## Directions for this task
Where a line in the listing below contains the word "node", copy that line.

## Record excerpts

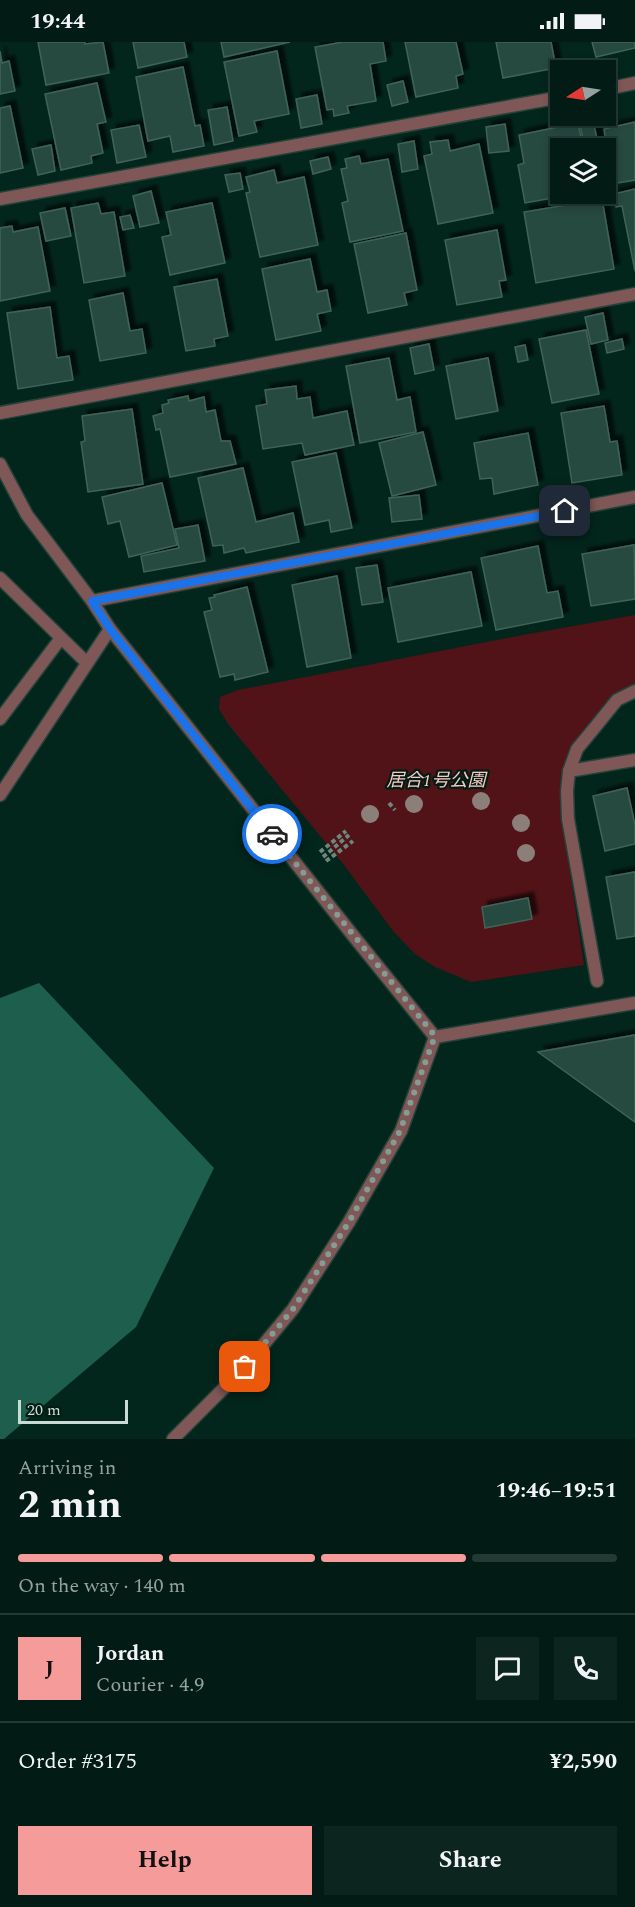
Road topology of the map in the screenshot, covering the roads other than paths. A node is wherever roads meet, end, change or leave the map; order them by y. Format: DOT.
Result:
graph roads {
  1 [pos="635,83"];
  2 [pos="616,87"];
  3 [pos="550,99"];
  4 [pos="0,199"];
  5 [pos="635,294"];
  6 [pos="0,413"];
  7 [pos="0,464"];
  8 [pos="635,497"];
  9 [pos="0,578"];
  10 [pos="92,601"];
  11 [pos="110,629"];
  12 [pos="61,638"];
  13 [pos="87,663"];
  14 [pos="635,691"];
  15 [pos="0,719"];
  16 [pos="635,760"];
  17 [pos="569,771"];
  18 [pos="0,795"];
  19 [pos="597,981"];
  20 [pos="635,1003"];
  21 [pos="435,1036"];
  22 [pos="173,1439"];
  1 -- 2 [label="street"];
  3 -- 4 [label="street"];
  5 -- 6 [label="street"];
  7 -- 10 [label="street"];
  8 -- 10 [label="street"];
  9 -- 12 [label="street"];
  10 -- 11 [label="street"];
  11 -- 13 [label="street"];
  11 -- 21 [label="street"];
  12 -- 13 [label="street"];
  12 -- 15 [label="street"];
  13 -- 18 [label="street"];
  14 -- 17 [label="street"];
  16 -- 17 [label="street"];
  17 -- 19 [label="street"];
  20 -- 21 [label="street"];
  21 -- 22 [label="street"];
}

---

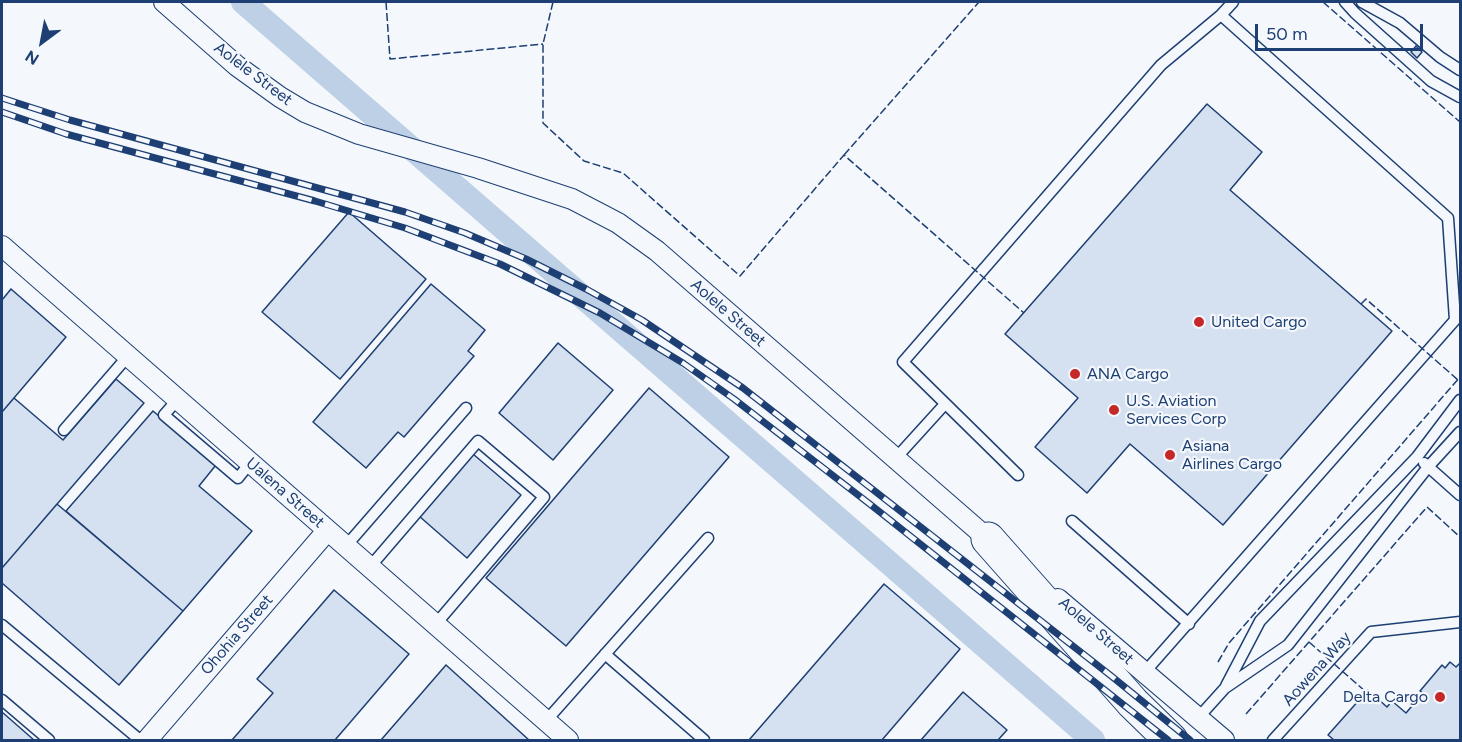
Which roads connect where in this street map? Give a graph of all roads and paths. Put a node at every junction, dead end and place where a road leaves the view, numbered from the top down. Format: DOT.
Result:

## Solution for this task
Road topology of the map in the screenshot, covering the roads other than paths. A node is wherever roads meet, end, change or leave the map; order them by y. Format: DOT.
Which roads connect where in this street map? Give a graph of all roads and paths. Put a node at every junction, dead end and place where a road leaves the view, numbered from the top down. Format: DOT.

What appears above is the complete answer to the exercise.